Ion and Water Transport in Neutrophil Granulocytes and Its Impairment during Sepsis

Abstract

Neutrophil granulocytes are the vanguard of innate immunity in response to numerous pathogens. Their activity drives the clearance of microbe- and damage-associated molecular patterns, thereby contributing substantially to the resolution of inflammation. However, excessive stimulation during sepsis leads to cellular unresponsiveness, immunological dysfunction, bacterial expansion, and subsequent multiple organ dysfunction. During the short lifespan of neutrophils, they can become significantly activated by complement factors, cytokines, and other inflammatory mediators.
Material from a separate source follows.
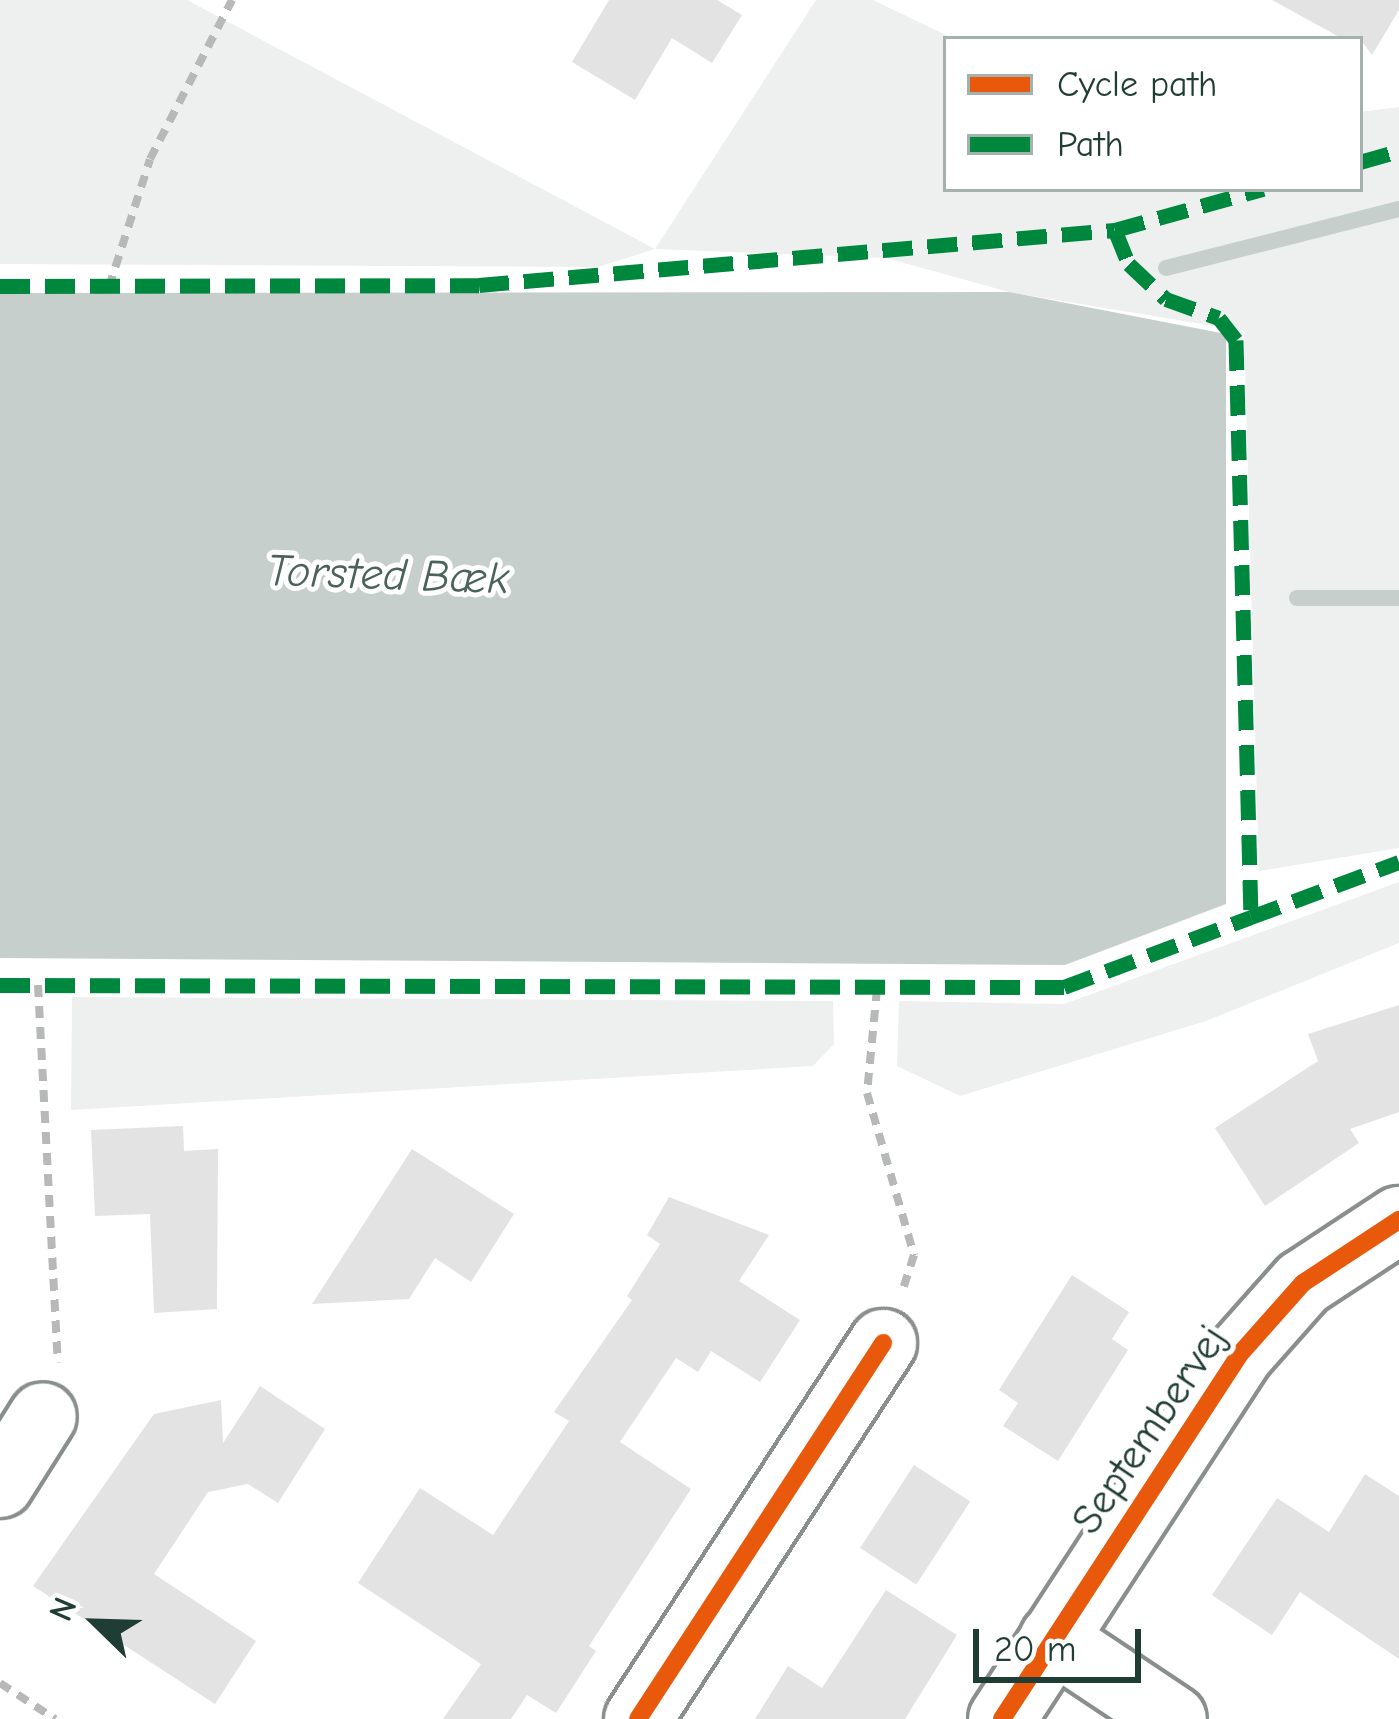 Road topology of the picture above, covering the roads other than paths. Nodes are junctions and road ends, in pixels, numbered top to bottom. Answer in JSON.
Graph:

Following stimulation, the cells respond with a defined (electro-)physiological pattern, including depolarization, calcium influx, and alkalization as well as with increased metabolic activity and polarization of the actin cytoskeleton. Activity of ion transport proteins and aquaporins is critical for multiple cellular functions of innate immune cells, including chemotaxis, generation of reactive oxygen species, and phagocytosis of both pathogens and tissue debris. In this review, we first describe the ion transport proteins and aquaporins involved in the neutrophil ion–water fluxes in response to chemoattractants. We then relate ion and water flux to cellular functions with a focus on danger sensing, chemotaxis, phagocytosis, and oxidative burst and approach the role of altered ion transport protein expression and activity in impaired cellular functions and cell death during systemic inflammation as in sepsis.